As regards investment made by the Company, the details of the same are provided under Note no. 5 forming part of Financial Statements of the Company for the year ended March 31, 2024.
CONSERVATION OF ENERGY, TECHNOLOGY ABSORPTION AND FOREIGN EXCHANGE OUTGO:
There is no information to disclose under the head ''Conservation of Energy and Technology Absorption'' given in the above rules since the Company is engaged in providing financial services activities. However, your Company is taking every step to conserve and minimize the use of energy wherever possible. There were no foreign exchange earnings and outgo, during financial year 2023-24.
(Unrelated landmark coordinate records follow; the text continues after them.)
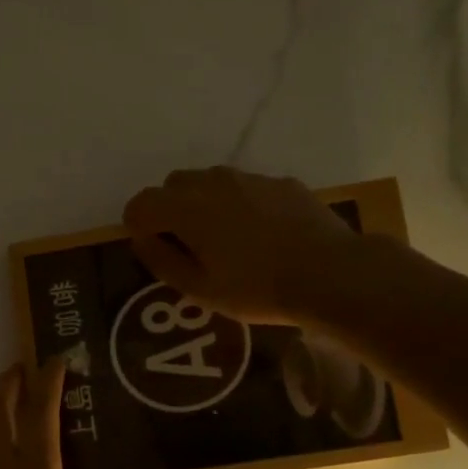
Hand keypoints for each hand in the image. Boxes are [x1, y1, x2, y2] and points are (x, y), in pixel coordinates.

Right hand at [122, 167, 366, 325]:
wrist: (329, 274)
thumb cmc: (257, 289)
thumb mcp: (200, 290)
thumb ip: (162, 261)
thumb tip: (142, 240)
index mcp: (186, 208)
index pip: (141, 203)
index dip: (138, 226)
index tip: (152, 249)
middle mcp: (213, 182)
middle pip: (174, 185)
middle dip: (170, 210)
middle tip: (187, 245)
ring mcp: (250, 178)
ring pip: (211, 181)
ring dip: (205, 203)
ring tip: (225, 240)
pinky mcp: (281, 182)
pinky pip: (246, 187)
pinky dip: (240, 204)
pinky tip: (261, 235)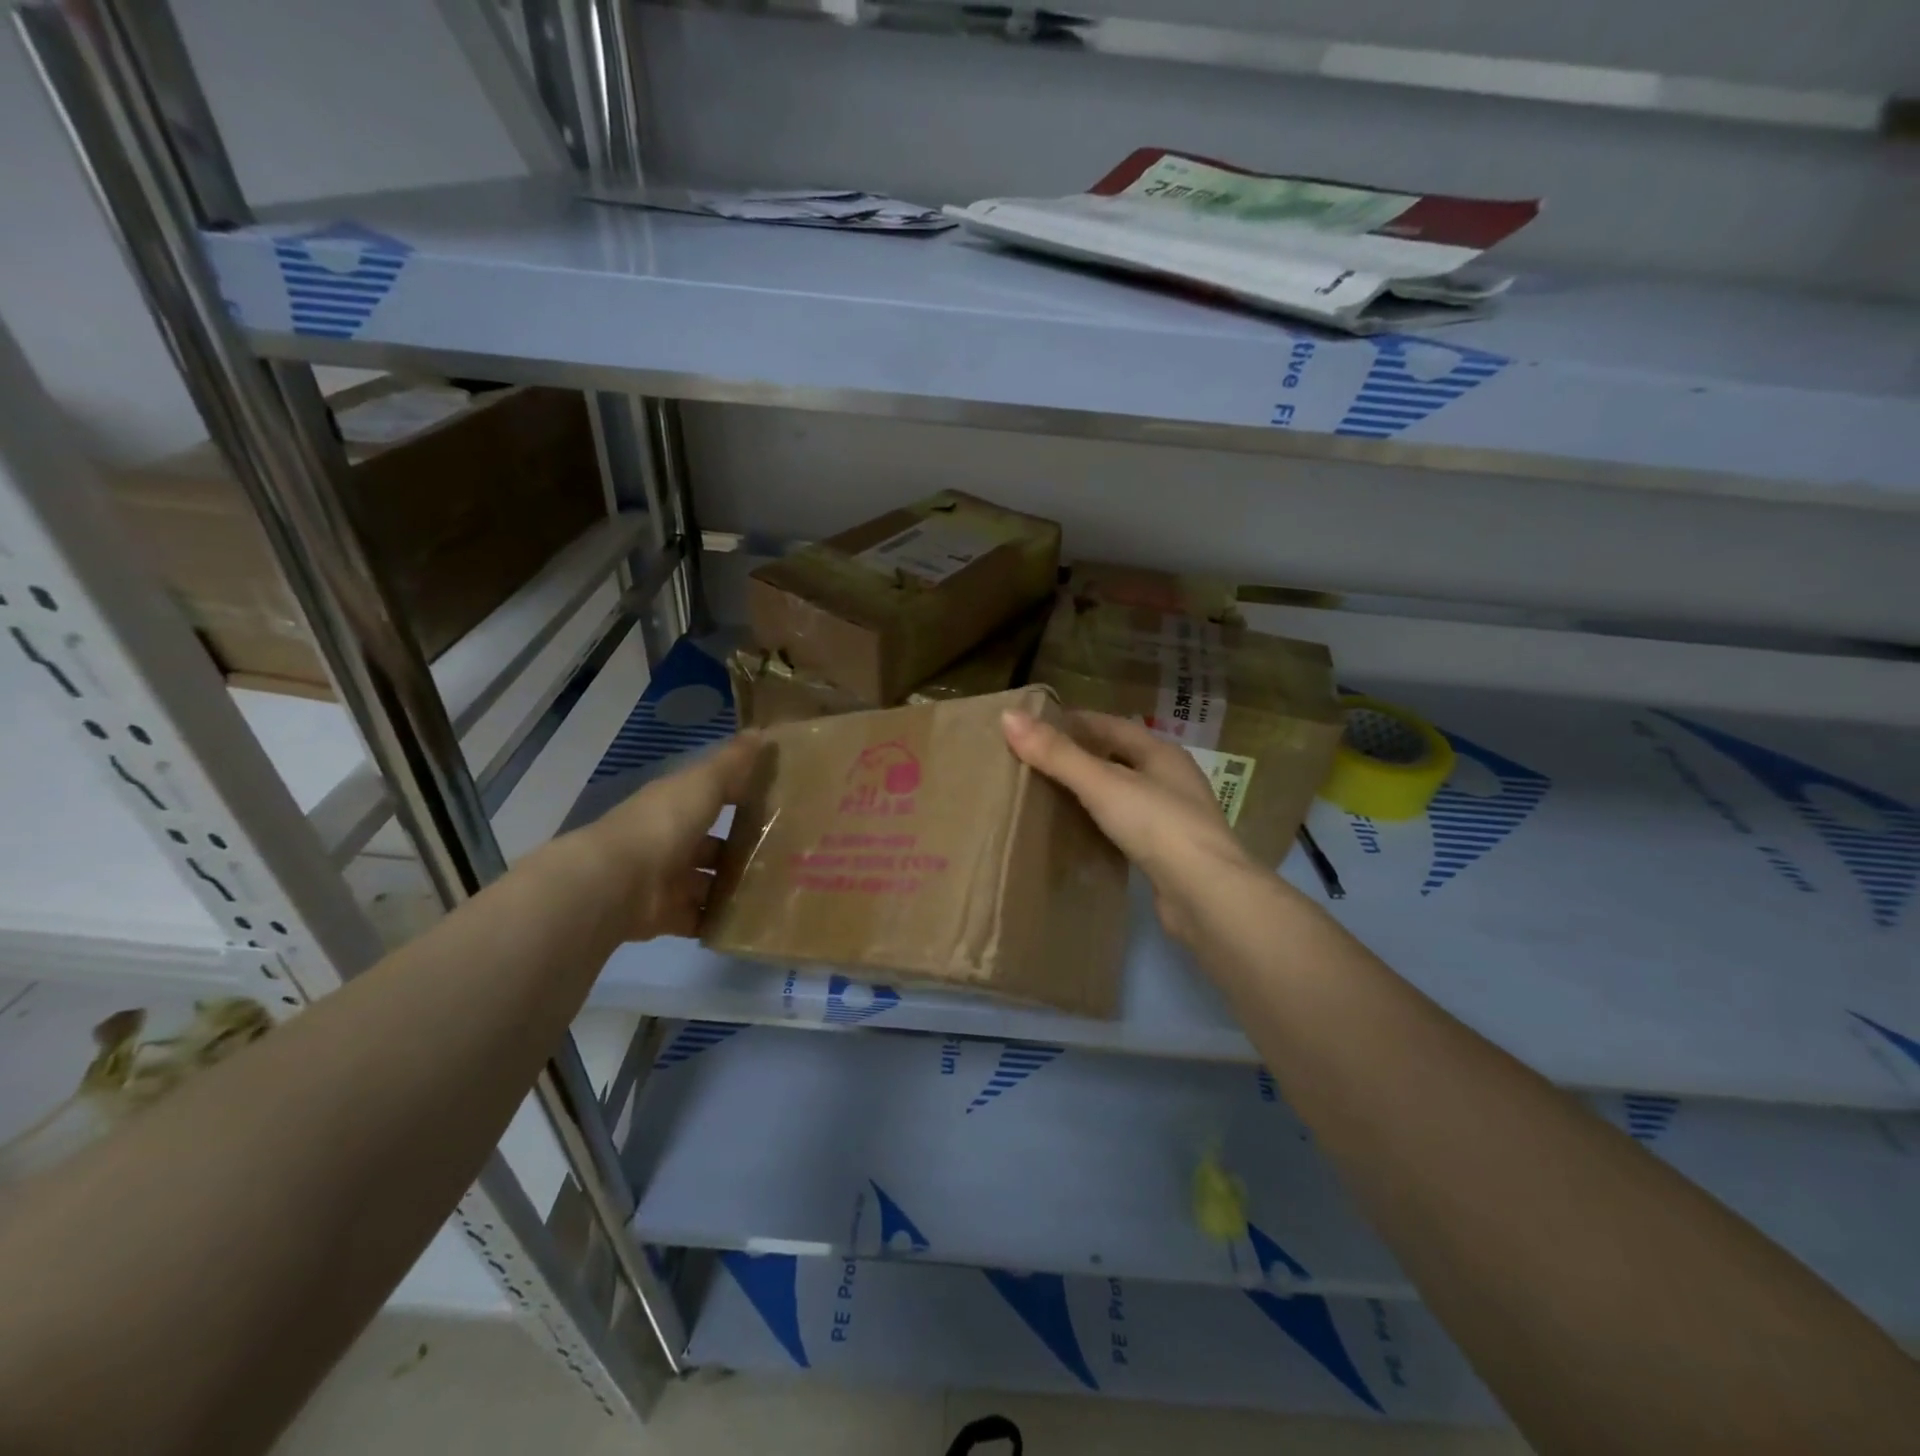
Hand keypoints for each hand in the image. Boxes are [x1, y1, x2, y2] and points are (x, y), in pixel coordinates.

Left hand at [577, 732, 762, 940]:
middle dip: (742, 851)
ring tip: (778, 890)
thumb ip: (733, 762)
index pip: (711, 797)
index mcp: (674, 805)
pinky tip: (753, 920)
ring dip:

REQUIREMENT FOR MAINTENANCE OF COST RECORDS:
The Company being a Housing finance Company is not required to maintain cost records as prescribed under section 148(1) of the Act.
EXTRACT OF ANNUAL RETURN:
Pursuant to the provisions of Section 134(3)(a) of the Act, the copy of Annual Return in Form MGT-7 as required under Section 92 (3) of the Act is placed on the website of the Company at www.srghousing.com.
PARTICULARS OF EMPLOYEES:
As on March 31, 2024 the Company had 1 employee employed throughout the year who was in receipt of remuneration of more than H1.02 crores per annum. Except this no other employee employed throughout the year that was in receipt of remuneration of H1.02 crores or more per annum or H8.50 lacs or more per month if employed for part of the year. Disclosures on managerial remuneration are annexed to this report.
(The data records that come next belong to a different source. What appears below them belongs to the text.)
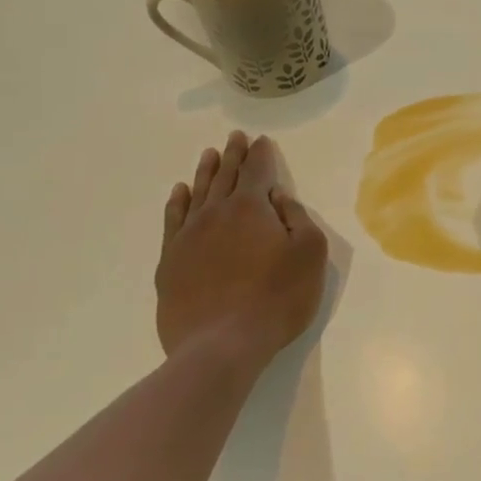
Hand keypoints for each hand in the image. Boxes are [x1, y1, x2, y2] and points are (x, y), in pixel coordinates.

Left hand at [155, 131, 328, 367]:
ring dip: (206, 172)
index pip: (257, 171)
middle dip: (234, 155)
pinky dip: (178, 202)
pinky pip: (174, 220)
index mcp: (251, 208)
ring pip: (198, 193)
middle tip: (235, 137)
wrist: (221, 344)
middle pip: (226, 176)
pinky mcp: (171, 262)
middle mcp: (216, 213)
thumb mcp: (309, 255)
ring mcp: (188, 237)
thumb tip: (278, 197)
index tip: (261, 140)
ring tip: (210, 154)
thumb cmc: (276, 298)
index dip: (261, 154)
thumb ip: (297, 218)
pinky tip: (180, 193)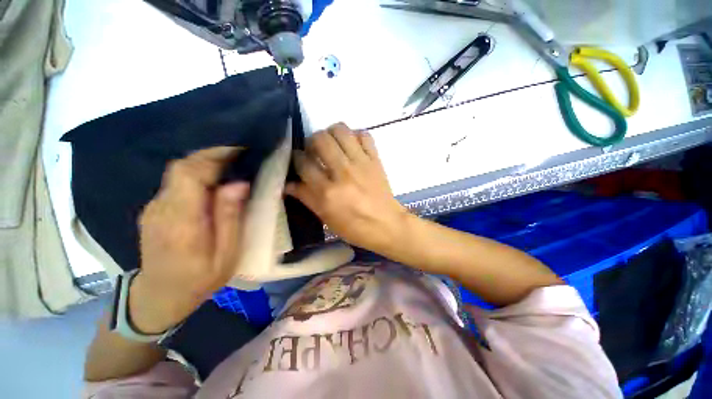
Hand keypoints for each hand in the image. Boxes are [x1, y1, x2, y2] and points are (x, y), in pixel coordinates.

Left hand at [130, 147, 249, 333]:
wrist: (159, 296)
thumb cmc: (200, 279)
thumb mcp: (226, 254)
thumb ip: (229, 218)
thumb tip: (238, 184)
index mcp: (181, 222)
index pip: (190, 174)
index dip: (214, 157)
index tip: (240, 151)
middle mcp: (161, 208)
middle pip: (181, 167)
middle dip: (211, 155)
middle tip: (240, 154)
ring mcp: (154, 208)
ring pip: (178, 172)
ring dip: (205, 162)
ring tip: (232, 163)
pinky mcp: (155, 209)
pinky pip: (176, 182)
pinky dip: (197, 174)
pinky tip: (214, 180)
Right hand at [286, 123, 407, 252]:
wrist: (387, 225)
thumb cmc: (355, 227)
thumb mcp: (326, 218)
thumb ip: (307, 198)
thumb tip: (288, 184)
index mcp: (328, 192)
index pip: (304, 163)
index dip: (296, 158)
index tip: (298, 159)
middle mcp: (343, 172)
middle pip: (320, 139)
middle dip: (312, 141)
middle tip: (314, 151)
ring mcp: (361, 163)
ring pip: (341, 131)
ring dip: (331, 133)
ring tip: (332, 144)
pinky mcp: (376, 159)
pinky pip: (364, 135)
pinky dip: (355, 136)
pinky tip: (351, 146)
EVENTS SUBSEQUENT TO THE DATE OF FINANCIAL STATEMENTS:
There are no material changes and commitments affecting financial position of the Company between March 31, 2024 and the date of Director''s Report.
CHANGE IN NATURE OF BUSINESS:
There are no changes in the nature of business of the Company during the year under review.
DETAILS RELATING TO DEPOSITS:
The Company has been granted registration by the National Housing Bank as a non-deposit taking Housing Finance Company. Being so, the Company has neither accepted in the past nor has any future plans to accept any public deposits.
SIGNIFICANT & MATERIAL ORDERS PASSED BY THE REGULATORS:
During the year, there were no significant or material orders passed by the regulators or courts or tribunals against the Company.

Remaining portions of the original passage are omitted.